FK Poprad is a Slovak football team, based in the town of Poprad. The club was founded in 1906. The team plays in the 3 . liga, the third tier of Slovak football, after promotion from the 4. liga 2023-24 season. The club have played home matches at the NTC Poprad.

== History ==
FK Poprad was founded in 1906 as Poprádi Sport Egylet (Poprad Sports Club). After World War I, the club was renamed Matejov Athletic Club (MAC). In the following years, the club underwent several drastic name changes, such as: Spartak, LVS, Vagónka or 1. FC.
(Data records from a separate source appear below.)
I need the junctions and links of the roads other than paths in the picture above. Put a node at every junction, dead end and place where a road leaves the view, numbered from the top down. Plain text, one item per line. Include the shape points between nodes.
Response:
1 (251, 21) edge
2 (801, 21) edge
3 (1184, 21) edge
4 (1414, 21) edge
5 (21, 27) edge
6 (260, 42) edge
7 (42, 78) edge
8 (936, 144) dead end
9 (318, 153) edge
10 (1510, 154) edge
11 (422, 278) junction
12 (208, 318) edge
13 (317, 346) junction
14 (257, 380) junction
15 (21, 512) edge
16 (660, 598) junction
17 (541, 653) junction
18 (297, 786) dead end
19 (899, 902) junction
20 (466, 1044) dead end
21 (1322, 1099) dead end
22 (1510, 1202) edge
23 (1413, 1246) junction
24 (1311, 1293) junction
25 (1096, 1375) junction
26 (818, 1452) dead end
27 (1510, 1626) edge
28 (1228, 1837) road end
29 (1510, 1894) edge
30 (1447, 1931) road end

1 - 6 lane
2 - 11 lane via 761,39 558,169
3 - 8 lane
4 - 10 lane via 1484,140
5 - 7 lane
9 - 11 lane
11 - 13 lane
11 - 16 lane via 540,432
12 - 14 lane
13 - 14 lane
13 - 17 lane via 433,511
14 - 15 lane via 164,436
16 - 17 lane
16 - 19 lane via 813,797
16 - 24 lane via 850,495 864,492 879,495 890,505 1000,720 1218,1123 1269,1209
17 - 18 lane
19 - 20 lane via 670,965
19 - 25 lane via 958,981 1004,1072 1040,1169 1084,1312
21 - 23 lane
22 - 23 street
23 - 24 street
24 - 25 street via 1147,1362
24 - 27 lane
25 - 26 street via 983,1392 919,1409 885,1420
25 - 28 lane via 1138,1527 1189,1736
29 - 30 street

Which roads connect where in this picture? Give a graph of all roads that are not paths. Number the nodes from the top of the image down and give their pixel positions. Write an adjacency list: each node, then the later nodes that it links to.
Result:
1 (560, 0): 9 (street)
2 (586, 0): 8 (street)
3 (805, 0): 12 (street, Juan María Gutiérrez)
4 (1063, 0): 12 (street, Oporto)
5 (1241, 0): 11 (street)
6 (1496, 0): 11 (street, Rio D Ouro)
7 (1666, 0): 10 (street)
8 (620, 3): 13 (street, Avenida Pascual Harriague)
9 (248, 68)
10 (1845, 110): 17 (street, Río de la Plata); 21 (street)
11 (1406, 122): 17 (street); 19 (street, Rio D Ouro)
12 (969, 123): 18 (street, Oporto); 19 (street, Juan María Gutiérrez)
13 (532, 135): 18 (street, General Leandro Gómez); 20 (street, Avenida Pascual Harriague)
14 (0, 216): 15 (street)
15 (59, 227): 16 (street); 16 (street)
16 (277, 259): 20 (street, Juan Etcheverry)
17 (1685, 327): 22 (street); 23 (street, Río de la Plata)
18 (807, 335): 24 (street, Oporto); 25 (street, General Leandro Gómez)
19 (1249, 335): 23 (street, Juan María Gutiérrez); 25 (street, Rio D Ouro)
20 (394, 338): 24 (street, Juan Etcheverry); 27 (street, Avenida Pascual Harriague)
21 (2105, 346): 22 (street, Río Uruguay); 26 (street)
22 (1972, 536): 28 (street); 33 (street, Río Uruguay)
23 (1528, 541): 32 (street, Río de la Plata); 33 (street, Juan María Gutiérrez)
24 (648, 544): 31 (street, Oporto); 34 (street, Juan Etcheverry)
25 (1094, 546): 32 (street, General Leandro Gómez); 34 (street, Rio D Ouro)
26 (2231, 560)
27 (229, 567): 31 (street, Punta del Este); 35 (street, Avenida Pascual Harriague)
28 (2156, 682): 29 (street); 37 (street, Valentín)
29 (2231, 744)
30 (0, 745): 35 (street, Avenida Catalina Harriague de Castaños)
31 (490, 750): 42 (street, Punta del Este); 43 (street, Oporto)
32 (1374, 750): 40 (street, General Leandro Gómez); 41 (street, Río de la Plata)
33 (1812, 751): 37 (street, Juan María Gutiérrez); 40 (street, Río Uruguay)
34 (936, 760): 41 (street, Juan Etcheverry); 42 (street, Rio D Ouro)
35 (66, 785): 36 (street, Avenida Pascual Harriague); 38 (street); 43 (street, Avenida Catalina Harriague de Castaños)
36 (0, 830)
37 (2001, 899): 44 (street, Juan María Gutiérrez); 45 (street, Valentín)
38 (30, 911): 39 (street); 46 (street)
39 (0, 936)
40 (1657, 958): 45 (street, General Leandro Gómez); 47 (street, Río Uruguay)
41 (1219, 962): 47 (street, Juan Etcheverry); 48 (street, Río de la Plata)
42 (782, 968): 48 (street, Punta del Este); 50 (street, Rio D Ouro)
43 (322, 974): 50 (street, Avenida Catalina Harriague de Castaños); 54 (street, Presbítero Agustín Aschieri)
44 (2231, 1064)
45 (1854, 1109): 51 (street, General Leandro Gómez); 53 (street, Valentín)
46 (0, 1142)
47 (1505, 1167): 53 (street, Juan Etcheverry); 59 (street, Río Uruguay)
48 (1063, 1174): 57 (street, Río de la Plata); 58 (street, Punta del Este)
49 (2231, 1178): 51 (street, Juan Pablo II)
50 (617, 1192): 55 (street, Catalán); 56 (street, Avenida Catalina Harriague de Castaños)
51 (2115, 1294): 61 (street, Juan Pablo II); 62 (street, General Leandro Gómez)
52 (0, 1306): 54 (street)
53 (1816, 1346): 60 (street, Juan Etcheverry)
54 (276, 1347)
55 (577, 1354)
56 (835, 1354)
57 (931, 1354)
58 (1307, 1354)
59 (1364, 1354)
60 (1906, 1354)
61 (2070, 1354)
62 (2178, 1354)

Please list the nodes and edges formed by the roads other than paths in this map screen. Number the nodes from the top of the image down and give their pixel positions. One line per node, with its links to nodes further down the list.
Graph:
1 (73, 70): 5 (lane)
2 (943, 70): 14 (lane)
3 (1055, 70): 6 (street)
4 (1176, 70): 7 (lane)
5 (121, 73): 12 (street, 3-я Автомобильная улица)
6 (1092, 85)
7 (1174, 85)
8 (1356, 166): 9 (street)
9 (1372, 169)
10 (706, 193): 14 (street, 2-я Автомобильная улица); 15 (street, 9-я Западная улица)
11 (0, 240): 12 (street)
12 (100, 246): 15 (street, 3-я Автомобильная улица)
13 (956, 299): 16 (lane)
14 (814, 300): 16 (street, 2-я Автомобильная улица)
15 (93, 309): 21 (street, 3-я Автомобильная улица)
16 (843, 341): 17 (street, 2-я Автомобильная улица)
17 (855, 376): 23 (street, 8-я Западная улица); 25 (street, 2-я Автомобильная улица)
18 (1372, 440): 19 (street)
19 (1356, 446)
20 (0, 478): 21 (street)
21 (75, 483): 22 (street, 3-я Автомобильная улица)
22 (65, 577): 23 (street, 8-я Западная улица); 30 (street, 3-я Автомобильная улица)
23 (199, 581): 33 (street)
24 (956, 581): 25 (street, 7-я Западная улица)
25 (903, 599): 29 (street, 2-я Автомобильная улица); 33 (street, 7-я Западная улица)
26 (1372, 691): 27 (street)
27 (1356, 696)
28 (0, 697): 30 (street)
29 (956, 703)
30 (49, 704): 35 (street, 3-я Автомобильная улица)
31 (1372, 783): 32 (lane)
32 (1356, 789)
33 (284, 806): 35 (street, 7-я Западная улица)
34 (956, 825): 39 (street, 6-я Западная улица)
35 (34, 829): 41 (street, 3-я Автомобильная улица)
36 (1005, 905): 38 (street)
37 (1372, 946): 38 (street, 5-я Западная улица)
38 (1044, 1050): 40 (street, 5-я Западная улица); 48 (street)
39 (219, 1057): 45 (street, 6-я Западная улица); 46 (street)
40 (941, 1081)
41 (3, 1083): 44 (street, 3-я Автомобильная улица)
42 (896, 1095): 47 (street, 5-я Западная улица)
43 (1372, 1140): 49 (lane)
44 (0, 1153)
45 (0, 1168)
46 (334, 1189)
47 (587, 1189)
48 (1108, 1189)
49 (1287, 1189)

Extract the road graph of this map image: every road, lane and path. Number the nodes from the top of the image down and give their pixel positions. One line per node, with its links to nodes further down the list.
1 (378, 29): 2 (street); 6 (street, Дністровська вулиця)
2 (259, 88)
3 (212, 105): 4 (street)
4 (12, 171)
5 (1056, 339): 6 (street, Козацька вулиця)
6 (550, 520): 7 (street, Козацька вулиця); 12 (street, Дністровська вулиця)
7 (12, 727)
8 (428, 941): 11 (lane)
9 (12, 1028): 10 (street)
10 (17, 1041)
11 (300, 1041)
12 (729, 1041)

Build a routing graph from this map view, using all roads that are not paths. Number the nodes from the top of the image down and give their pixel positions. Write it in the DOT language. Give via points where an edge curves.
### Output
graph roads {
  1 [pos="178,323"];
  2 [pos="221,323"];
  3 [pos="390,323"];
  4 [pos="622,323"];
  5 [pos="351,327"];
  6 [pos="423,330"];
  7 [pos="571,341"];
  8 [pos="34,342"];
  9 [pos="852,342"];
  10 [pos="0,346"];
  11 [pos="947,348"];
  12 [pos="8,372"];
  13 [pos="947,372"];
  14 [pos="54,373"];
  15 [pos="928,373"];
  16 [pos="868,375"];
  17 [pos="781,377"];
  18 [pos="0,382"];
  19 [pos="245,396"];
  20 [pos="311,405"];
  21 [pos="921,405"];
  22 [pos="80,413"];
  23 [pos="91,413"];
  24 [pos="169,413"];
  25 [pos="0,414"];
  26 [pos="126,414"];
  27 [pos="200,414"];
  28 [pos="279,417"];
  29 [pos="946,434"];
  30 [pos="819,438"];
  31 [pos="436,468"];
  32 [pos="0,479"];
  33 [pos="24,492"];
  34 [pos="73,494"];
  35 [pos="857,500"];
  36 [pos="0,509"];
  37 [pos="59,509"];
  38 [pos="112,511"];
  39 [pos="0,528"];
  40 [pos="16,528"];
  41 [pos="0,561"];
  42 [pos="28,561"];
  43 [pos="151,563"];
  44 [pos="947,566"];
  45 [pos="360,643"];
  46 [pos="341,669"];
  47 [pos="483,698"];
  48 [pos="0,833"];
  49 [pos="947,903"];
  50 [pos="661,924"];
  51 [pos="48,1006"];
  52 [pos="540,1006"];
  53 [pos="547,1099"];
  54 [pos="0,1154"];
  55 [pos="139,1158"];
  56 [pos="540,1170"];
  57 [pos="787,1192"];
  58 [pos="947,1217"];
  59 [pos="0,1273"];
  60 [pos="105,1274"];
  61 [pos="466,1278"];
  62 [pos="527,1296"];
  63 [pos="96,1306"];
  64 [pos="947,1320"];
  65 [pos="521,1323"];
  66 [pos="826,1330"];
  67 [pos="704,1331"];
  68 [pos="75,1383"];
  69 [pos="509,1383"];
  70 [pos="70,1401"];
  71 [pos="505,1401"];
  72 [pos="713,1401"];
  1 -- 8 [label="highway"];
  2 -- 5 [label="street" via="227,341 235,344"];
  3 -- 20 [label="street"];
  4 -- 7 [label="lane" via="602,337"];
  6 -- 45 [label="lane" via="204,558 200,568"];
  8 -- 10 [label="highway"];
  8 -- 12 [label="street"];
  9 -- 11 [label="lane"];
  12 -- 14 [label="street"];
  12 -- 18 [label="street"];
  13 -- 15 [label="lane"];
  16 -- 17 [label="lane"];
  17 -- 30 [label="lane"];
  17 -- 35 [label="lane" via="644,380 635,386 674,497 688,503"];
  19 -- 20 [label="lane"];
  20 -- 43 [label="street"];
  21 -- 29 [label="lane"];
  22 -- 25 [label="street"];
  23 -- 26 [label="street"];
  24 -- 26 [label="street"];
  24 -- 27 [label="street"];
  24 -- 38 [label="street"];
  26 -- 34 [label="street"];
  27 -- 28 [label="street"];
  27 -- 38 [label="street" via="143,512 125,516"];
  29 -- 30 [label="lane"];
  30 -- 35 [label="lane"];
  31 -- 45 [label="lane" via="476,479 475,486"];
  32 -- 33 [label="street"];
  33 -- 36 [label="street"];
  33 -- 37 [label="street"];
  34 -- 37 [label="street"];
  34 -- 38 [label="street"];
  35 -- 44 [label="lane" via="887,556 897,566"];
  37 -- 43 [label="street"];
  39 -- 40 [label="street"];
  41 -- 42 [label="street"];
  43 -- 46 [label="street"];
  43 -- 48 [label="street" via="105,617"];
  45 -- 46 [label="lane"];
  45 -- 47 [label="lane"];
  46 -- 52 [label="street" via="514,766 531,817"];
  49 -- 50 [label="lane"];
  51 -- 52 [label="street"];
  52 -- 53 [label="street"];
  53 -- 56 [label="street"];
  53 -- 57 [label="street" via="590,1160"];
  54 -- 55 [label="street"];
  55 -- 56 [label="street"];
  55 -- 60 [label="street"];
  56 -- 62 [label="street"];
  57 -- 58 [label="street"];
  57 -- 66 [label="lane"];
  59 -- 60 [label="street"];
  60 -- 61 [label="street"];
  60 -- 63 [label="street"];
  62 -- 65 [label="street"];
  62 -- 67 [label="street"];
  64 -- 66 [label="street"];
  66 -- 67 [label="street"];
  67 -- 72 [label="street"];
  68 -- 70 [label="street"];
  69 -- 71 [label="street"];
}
In the 1964/65 season, it won the Regional Championship and was promoted to the 2 Division, all under the name LVS Poprad (Lokomotíva-Vagónka-Stavbár). The club stayed in the division for four years, then was promoted to the 1. SNFL (specifically in the 1979/80 season). The Poprad team was relegated from it in the 1984/85 season. The club then experienced its later years only at the regional level.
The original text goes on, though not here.